DFB women at the EM | Searched, scrambled, found: Voss-Tecklenburg and her team

She’s not nervous on the sidelines, says Voss-Tecklenburg, “but it’s incredibly tense.” She is also regularly strengthened by her husband: building contractor Hermann Tecklenburg flies to the games. Of course, she also draws her other composure from the feeling that her team has impressed everyone so far – which was not necessarily to be expected.

Voss-Tecklenburg: “I was always very dominant”

“We’ve gotten closer together over time. The coaching team involves us and we give them feedback,” says VfL Wolfsburg’s vice-captain Svenja Huth.

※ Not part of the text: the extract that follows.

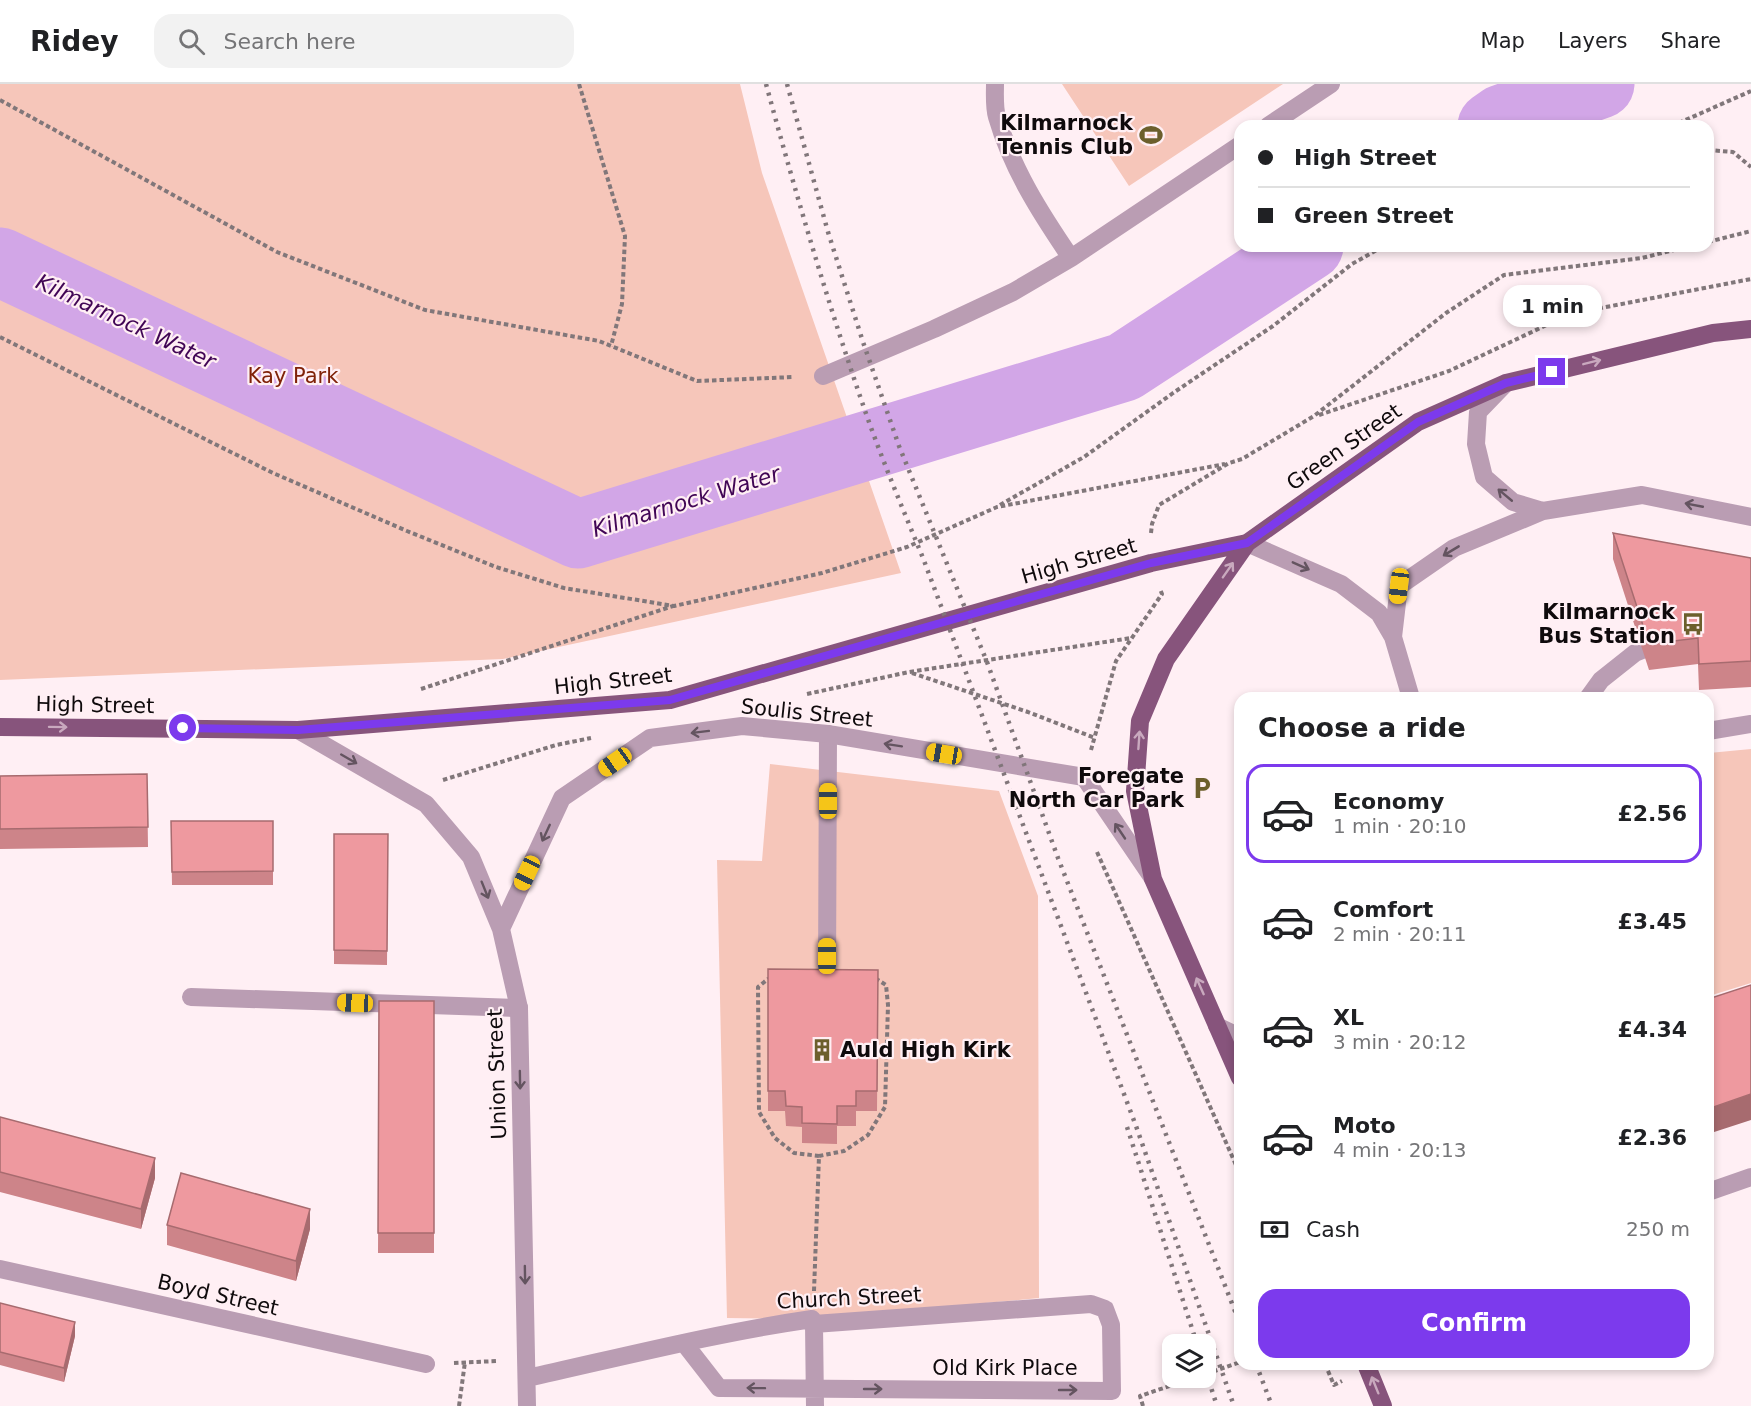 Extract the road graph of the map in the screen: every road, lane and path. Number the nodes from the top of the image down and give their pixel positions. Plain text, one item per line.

In the long preparation, there had been a few crashes: “Load control” became a nonsense, the players demanded more units on the pitch.

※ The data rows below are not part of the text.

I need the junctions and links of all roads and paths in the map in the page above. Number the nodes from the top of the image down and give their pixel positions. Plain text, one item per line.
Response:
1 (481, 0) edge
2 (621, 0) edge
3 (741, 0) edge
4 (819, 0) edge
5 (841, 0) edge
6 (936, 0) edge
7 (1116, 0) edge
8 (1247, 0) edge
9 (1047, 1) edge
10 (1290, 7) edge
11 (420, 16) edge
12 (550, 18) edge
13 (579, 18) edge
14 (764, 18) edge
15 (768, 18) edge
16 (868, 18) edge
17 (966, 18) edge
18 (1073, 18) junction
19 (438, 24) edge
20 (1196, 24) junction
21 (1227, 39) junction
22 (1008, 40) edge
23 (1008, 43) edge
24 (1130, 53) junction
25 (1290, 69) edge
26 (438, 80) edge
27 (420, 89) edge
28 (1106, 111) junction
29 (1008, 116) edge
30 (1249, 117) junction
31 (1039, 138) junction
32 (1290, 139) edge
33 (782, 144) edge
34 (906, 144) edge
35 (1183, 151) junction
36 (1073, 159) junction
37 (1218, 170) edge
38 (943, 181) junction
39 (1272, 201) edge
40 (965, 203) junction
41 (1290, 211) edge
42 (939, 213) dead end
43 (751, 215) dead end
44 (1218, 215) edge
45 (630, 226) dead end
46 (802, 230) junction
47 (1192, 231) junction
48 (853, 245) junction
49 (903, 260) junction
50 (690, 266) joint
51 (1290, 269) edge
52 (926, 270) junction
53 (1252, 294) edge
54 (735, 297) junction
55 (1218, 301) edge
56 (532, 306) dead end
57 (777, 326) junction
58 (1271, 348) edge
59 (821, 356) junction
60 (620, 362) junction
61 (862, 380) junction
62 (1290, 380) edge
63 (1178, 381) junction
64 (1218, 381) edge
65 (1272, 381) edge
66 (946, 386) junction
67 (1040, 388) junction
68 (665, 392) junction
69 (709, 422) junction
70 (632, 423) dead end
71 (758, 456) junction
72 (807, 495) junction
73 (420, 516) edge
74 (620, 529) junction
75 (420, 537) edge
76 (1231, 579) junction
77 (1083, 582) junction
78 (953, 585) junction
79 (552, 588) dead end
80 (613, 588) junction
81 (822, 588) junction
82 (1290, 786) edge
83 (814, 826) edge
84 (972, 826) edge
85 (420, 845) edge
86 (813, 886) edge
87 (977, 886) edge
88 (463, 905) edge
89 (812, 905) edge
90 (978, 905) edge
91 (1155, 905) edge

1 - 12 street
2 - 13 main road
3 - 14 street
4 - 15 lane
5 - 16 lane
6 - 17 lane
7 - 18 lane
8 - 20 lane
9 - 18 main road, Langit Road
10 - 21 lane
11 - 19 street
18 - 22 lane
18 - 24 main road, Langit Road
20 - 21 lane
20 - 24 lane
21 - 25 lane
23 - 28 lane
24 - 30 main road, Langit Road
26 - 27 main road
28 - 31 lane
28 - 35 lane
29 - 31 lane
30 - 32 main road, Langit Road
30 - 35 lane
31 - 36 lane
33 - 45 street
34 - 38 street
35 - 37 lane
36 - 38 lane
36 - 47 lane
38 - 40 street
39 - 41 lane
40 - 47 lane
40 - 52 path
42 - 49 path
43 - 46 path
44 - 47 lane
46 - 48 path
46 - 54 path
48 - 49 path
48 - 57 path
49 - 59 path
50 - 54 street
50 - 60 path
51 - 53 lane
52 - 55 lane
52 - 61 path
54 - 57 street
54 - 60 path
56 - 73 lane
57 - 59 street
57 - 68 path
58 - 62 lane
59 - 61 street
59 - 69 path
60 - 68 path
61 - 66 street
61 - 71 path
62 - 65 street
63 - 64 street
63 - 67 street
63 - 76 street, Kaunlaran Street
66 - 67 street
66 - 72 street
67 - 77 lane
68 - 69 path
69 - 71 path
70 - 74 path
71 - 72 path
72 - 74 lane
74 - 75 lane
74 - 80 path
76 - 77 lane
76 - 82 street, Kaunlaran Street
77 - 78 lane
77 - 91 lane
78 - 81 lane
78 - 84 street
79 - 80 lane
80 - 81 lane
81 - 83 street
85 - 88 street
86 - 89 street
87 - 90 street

Voss-Tecklenburg himself also says with a view to the quarter-finals at the 2019 World Cup and her coaching staff: “We first had to have clarity with ourselves before we demand clarity from the players. It’s a process we all went through. ” Before that, as a trainer, she was mostly alone, as a national coach in Switzerland with her assistant for a long time. “I was always very dominant. I wanted to do everything alone as a coach, from start to finish,” she admits.

She now leads a support team. This consists of her confidante Britta Carlson and the other assistants Thomas Nörenberg, Patrik Grolimund, Jan-Ingwer Callsen-Bracker and goalkeeping coach Michael Fuchs. “The quality here from those responsible for sport is so good and well-established. That gives me much more security as a trainer,” explains Voss-Tecklenburg today.

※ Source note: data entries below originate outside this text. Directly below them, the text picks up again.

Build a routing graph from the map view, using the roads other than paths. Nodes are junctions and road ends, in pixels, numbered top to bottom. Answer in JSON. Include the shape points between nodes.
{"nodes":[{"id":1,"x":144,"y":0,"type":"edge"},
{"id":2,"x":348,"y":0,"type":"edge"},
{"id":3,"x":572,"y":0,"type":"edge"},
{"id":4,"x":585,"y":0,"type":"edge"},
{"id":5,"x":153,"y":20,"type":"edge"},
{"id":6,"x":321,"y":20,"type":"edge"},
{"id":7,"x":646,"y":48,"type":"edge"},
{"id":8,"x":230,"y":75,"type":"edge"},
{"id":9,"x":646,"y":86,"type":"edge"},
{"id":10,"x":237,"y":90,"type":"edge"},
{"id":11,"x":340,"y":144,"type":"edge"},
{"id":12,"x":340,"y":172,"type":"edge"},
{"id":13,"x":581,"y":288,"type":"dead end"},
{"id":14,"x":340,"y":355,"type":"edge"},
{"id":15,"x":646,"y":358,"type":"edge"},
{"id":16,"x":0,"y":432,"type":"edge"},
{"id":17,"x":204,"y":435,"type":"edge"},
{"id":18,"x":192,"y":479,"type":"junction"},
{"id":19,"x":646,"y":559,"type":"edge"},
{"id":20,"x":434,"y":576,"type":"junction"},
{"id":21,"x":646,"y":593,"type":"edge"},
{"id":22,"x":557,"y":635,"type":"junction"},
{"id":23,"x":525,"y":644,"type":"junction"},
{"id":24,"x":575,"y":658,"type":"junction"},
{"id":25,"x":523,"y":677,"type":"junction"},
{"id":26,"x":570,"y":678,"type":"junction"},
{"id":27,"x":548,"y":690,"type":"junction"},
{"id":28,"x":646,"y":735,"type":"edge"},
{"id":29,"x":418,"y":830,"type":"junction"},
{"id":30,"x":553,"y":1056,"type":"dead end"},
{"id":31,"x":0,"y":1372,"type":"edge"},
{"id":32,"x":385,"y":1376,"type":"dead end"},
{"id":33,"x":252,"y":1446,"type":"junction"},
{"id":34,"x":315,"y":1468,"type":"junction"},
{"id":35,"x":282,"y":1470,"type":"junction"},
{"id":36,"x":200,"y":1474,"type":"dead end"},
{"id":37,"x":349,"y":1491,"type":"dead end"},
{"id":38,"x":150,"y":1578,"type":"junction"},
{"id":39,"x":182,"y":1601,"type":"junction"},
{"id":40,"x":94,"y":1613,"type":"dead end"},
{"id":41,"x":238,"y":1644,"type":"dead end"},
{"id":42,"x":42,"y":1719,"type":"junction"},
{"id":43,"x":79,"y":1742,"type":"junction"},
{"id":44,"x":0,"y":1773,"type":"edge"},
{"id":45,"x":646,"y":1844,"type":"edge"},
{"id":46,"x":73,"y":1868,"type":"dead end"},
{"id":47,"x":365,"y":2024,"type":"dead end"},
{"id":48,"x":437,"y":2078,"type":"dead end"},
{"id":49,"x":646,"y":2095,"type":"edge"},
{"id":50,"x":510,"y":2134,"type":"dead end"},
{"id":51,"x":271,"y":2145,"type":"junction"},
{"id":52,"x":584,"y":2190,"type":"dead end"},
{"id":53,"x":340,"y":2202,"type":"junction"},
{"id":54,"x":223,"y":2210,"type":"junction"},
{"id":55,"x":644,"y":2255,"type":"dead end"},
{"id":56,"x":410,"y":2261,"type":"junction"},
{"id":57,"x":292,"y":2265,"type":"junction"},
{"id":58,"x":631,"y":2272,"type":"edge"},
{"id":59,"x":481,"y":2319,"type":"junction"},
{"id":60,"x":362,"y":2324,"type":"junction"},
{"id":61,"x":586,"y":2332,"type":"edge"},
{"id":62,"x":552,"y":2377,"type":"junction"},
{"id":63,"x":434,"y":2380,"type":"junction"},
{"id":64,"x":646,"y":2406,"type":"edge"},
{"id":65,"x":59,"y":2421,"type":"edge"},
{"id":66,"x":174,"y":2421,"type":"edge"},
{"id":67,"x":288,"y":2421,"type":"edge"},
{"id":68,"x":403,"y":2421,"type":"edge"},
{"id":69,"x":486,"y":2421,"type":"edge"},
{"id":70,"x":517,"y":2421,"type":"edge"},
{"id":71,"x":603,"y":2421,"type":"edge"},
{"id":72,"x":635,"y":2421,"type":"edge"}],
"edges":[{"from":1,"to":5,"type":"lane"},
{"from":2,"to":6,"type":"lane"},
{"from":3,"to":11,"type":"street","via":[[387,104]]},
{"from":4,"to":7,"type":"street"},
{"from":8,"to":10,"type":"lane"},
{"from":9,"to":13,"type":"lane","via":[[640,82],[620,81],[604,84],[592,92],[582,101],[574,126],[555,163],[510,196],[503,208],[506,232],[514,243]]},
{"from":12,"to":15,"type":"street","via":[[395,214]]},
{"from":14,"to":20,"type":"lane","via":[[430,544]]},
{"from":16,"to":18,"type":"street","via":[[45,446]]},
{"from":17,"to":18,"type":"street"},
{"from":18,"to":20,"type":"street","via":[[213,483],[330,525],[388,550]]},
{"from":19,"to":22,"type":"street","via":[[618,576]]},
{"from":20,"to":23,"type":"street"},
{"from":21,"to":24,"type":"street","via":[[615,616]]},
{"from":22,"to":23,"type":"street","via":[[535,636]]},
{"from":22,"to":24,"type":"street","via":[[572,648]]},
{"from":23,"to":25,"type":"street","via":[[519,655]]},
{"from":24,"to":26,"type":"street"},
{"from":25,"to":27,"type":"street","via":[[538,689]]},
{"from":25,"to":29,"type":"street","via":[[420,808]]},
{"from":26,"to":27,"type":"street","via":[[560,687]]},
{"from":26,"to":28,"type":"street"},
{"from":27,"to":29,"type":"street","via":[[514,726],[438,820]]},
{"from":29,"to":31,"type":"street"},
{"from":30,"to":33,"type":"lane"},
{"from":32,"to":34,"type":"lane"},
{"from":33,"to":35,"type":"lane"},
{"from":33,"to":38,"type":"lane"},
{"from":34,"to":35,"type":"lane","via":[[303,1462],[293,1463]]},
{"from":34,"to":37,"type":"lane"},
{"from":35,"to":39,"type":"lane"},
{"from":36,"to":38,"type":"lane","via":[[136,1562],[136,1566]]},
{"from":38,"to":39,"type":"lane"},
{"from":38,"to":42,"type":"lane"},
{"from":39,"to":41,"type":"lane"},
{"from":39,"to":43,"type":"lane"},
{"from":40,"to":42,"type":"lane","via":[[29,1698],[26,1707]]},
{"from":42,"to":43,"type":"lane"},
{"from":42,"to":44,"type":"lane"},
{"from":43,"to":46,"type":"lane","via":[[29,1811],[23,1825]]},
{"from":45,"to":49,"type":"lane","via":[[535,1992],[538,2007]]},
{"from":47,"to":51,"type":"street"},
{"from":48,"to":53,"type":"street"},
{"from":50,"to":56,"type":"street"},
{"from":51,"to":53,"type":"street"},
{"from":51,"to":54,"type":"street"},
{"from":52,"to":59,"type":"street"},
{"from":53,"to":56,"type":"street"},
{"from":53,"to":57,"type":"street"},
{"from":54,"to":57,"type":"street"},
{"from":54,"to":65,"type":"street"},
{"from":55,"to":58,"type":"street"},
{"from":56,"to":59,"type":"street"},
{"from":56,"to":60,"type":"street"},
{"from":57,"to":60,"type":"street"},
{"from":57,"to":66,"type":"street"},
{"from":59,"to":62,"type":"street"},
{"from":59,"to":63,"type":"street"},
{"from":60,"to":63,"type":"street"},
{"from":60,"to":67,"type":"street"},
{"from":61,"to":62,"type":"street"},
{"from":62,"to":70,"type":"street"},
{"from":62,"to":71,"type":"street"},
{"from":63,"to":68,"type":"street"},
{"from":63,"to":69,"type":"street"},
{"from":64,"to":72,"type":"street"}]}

Today she is handing over responsibility

Dealing with the team is “less the raised index finger. You still have to remain constructive and clear when things don’t go well.” When talking to the players, who assume a high degree of personal responsibility, there is always a dialogue with the question: “What is your perspective?”

A greater mutual understanding has also developed through the team council with captain Alexandra Popp, Almuth Schult, Lena Oberdorf, Svenja Huth, Sara Däbritz and Lina Magull. “That makes us more secure. We’ve also reduced a lot of communication to the essentials,” says Voss-Tecklenburg.

In the TV documentary “Born for this” about the DFB women’s path to the European Championship, it is expressed that “it didn’t always go the way we wanted, that the cooperation wasn’t always right,” confirms Wolfsburg’s Lena Lattwein. “Among each other, but also between us and the coaching team. These difficult phases did us good, we managed to talk ourselves out, to find ourselves again.”